[Collected data]
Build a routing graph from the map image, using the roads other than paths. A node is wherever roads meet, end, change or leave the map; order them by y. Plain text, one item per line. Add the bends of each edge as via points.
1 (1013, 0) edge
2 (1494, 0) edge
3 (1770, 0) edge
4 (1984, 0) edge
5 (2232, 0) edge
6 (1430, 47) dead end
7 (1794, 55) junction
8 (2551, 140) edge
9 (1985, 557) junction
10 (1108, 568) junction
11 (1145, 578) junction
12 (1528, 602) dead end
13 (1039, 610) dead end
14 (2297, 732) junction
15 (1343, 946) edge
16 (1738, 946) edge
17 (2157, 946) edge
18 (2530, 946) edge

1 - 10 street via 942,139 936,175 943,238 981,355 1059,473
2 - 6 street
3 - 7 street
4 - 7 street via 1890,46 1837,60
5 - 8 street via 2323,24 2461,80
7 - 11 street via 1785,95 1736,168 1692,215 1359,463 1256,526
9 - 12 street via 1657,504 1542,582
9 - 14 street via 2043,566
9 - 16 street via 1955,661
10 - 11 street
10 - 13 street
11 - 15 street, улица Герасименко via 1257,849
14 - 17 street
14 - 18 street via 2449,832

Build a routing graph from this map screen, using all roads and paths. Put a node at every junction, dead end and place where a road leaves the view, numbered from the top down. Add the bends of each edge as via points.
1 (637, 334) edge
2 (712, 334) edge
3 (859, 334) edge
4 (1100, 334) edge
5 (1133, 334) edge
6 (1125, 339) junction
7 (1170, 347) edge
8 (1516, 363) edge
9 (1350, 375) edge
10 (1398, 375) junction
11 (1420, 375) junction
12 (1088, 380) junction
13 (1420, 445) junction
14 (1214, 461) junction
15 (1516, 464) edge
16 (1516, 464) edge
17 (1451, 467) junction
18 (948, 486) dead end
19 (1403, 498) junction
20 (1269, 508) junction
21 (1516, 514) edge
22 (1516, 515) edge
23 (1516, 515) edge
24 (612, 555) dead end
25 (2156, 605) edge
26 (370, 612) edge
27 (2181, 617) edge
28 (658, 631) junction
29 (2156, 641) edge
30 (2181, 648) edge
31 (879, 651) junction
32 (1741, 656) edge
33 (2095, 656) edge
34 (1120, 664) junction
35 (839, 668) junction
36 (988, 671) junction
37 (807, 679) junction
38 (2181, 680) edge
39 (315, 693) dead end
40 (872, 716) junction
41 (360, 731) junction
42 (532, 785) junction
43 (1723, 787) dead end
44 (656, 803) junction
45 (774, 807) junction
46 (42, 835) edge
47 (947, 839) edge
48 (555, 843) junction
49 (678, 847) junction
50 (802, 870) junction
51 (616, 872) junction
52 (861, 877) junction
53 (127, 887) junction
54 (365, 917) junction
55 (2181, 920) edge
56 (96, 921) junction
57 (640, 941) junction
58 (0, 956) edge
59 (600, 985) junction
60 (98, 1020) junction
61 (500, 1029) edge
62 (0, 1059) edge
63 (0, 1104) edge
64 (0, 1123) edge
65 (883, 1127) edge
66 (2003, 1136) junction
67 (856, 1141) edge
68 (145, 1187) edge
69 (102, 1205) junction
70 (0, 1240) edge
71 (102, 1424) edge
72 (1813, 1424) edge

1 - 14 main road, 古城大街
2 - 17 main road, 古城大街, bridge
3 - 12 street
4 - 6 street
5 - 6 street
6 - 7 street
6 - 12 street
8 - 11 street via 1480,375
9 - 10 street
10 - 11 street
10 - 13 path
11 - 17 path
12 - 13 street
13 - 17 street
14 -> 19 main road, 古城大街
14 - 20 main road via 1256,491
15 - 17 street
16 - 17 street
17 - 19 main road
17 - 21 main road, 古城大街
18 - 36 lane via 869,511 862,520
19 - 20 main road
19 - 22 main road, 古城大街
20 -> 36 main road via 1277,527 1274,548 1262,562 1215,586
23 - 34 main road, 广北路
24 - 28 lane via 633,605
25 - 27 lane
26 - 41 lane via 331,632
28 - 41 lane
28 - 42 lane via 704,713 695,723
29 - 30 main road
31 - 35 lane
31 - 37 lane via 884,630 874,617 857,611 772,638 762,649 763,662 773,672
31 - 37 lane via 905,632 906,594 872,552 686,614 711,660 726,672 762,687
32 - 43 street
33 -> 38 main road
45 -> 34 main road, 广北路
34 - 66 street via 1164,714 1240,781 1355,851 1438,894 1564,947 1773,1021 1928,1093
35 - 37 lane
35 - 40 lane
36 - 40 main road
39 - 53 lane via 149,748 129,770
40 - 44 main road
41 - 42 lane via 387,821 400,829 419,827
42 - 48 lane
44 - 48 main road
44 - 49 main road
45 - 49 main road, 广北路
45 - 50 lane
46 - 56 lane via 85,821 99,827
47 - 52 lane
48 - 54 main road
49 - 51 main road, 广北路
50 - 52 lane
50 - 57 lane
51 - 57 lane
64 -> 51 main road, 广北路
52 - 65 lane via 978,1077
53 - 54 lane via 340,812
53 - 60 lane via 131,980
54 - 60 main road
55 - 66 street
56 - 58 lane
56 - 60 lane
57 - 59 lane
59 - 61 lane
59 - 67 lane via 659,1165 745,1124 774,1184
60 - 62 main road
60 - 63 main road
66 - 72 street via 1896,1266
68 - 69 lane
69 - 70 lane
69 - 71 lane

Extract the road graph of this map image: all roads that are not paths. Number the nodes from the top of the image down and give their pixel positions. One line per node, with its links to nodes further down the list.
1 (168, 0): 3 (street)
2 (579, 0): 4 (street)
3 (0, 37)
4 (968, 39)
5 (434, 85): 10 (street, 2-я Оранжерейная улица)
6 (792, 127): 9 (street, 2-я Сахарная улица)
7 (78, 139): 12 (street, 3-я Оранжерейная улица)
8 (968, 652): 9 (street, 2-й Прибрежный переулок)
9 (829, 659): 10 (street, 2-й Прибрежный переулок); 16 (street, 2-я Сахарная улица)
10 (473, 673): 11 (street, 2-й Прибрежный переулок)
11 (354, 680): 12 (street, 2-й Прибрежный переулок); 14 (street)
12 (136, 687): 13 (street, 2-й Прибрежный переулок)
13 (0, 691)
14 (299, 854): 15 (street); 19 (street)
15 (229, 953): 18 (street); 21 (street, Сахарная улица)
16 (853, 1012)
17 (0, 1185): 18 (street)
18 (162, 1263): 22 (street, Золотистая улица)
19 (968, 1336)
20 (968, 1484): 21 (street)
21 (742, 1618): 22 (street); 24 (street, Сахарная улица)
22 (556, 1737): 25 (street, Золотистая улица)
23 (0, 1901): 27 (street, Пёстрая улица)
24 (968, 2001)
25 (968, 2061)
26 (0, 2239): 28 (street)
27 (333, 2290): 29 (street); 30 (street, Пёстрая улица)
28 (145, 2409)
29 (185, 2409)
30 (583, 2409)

> What you will do
No line may be left out; the records are to be transcribed in full.

> Answer for this exercise
Build a routing graph from the map image, using the roads other than paths. A node is wherever roads meet, end, change or leave the map; order them by y. Plain text, one item per line. Add the bends of each edge as via points.
1 (1013, 0) edge
2 (1494, 0) edge
3 (1770, 0) edge
4 (1984, 0) edge
5 (2232, 0) edge
6 (1430, 47) dead end
7 (1794, 55) junction
8 (2551, 140) edge
9 (1985, 557) junction
10 (1108, 568) junction
11 (1145, 578) junction
12 (1528, 602) dead end
13 (1039, 610) dead end
14 (2297, 732) junction
15 (1343, 946) edge
16 (1738, 946) edge
17 (2157, 946) edge
18 (2530, 946) edge

1 - 10 street via 942,139 936,175 943,238 981,355 1059,473
2 - 6 street
3 - 7 street
4 - 7 street via 1890,46 1837,60
5 - 8 street via 2323,24 2461,80
7 - 11 street via 1785,95 1736,168 1692,215 1359,463 1256,526
9 - 12 street via 1657,504 1542,582
9 - 14 street via 2043,566
9 - 16 street via 1955,661
10 - 11 street
10 - 13 street
11 - 15 street, улица Герасименко via 1257,849
14 - 17 street
14 - 18 street via 2449,832

Build a routing graph from this map screen, using all roads and paths. Put a node at every junction, dead end and place where a road leaves the view, numbered from the top down. Add the bends of each edge as via points.
1 (637, 334) edge
2 (712, 334) edge
3 (859, 334) edge
4 (1100, 334) edge
5 (1133, 334) edge
6 (1125, 339) junction
7 (1170, 347) edge
8 (1516, 363) edge
9 (1350, 375) edge
10 (1398, 375) junction
11 (1420, 375) junction
12 (1088, 380) junction
13 (1420, 445) junction
14 (1214, 461) junction
15 (1516, 464) edge
16 (1516, 464) edge
17 (1451, 467) junction
18 (948, 486) dead end
19 (1403, 498) junction
20 (1269, 508) junction
21 (1516, 514) edge
22 (1516, 515) edge
23 (1516, 515) edge
24 (612, 555) dead end
25 (2156, 605) edge
26 (370, 612) edge
27 (2181, 617) edge
28 (658, 631) junction
29 (2156, 641) edge
30 (2181, 648) edge
31 (879, 651) junction
32 (1741, 656) edge
33 (2095, 656) edge
34 (1120, 664) junction
35 (839, 668) junction
36 (988, 671) junction
37 (807, 679) junction
38 (2181, 680) edge
39 (315, 693) dead end
40 (872, 716) junction
41 (360, 731) junction
42 (532, 785) junction
43 (1723, 787) dead end
44 (656, 803) junction
45 (774, 807) junction
46 (42, 835) edge
47 (947, 839) edge
48 (555, 843) junction
49 (678, 847) junction
50 (802, 870) junction
51 (616, 872) junction
52 (861, 877) junction
53 (127, 887) junction
54 (365, 917) junction
55 (2181, 920) edge
56 (96, 921) junction
57 (640, 941) junction
58 (0, 956) edge
59 (600, 985) junction
60 (98, 1020) junction
61 (500, 1029) edge
62 (0, 1059) edge
63 (0, 1104) edge
64 (0, 1123) edge
65 (883, 1127) edge
66 (2003, 1136) junction
67 (856, 1141) edge
68 (145, 1187) edge
69 (102, 1205) junction
70 (0, 1240) edge
71 (102, 1424) edge
72 (1813, 1424) edge

1 - 14 main road, 古城大街
2 - 17 main road, 古城大街, bridge
3 - 12 street
4 - 6 street
5 - 6 street
6 - 7 street
6 - 12 street
8 - 11 street via 1480,375
9 - 10 street
10 - 11 street
10 - 13 path
11 - 17 path
12 - 13 street
13 - 17 street
14 -> 19 main road, 古城大街
14 - 20 main road via 1256,491
15 - 17 street
16 - 17 street
17 - 19 main road
17 - 21 main road, 古城大街
18 - 36 lane via 869,511 862,520
19 - 20 main road
19 - 22 main road, 古城大街
20 -> 36 main road via 1277,527 1274,548 1262,562 1215,586
23 - 34 main road, 广北路
24 - 28 lane via 633,605
25 - 27 lane
26 - 41 lane via 331,632
28 - 41 lane
28 - 42 lane via 704,713 695,723
29 - 30 main road
31 - 35 lane
31 - 37 lane via 884,630 874,617 857,611 772,638 762,649 763,662 773,672
31 - 37 lane via 905,632 906,594 872,552 686,614 711,660 726,672 762,687
32 - 43 street
33 -> 38 main road
45 -> 34 main road, 广北路
34 - 66 street via 1164,714 1240,781 1355,851 1438,894 1564,947 1773,1021 1928,1093
35 - 37 lane
35 - 40 lane
36 - 40 main road
39 - 53 lane via 149,748 129,770
40 - 44 main road
41 - 42 lane via 387,821 400,829 419,827
42 - 48 lane
44 - 48 main road
44 - 49 main road
45 - 49 main road, 广北路
45 - 50 lane
46 - 56 lane via 85,821 99,827
47 - 52 lane
48 - 54 main road
49 - 51 main road, 广北路
50 - 52 lane
50 - 57 lane
51 - 57 lane
64 -> 51 main road, 广北路
52 - 65 lane via 978,1077
53 - 54 lane via 340,812
53 - 60 lane via 131,980
54 - 60 main road
55 - 66 street
56 - 58 lane
56 - 60 lane
57 - 59 lane
59 - 61 lane
59 - 67 lane via 659,1165 745,1124 774,1184
60 - 62 main road
60 - 63 main road
66 - 72 street via 1896,1266
68 - 69 lane
69 - 70 lane
69 - 71 lane

Extract the road graph of this map image: all roads that are not paths. Number the nodes from the top of the image down and give their pixel positions. One line per node, with its links to nodes further down the list.
1 (168, 0): 3 (street)
2 (579, 0): 4 (street)
3 (0, 37)
4 (968, 39)
5 (434, 85): 10 (street, 2-я Оранжерейная улица)
6 (792, 127): 9 (street, 2-я Сахарная улица)
7 (78, 139): 12 (street, 3-я Оранжерейная улица)
8 (968, 652): 9 (street, 2-й Прибрежный переулок)
9 (829, 659): 10 (street, 2-й Прибрежный переулок); 16 (street, 2-я Сахарная улица)
10 (473, 673): 11 (street, 2-й Прибрежный переулок)
11 (354, 680): 12 (street, 2-й Прибрежный переулок); 14 (street)
12 (136, 687): 13 (street, 2-й Прибрежный переулок)
13 (0, 691)
14 (299, 854): 15 (street); 19 (street)
15 (229, 953): 18 (street); 21 (street, Сахарная улица)
16 (853, 1012)
17 (0, 1185): 18 (street)
18 (162, 1263): 22 (street, Золотистая улица)
19 (968, 1336)
20 (968, 1484): 21 (street)
21 (742, 1618): 22 (street); 24 (street, Сахарная улица)
22 (556, 1737): 25 (street, Золотистая улица)
23 (0, 1901): 27 (street, Пёстрая улица)
24 (968, 2001)
25 (968, 2061)
26 (0, 2239): 28 (street)
27 (333, 2290): 29 (street); 30 (street, Пёстрая улица)
28 (145, 2409)
29 (185, 2409)
30 (583, 2409)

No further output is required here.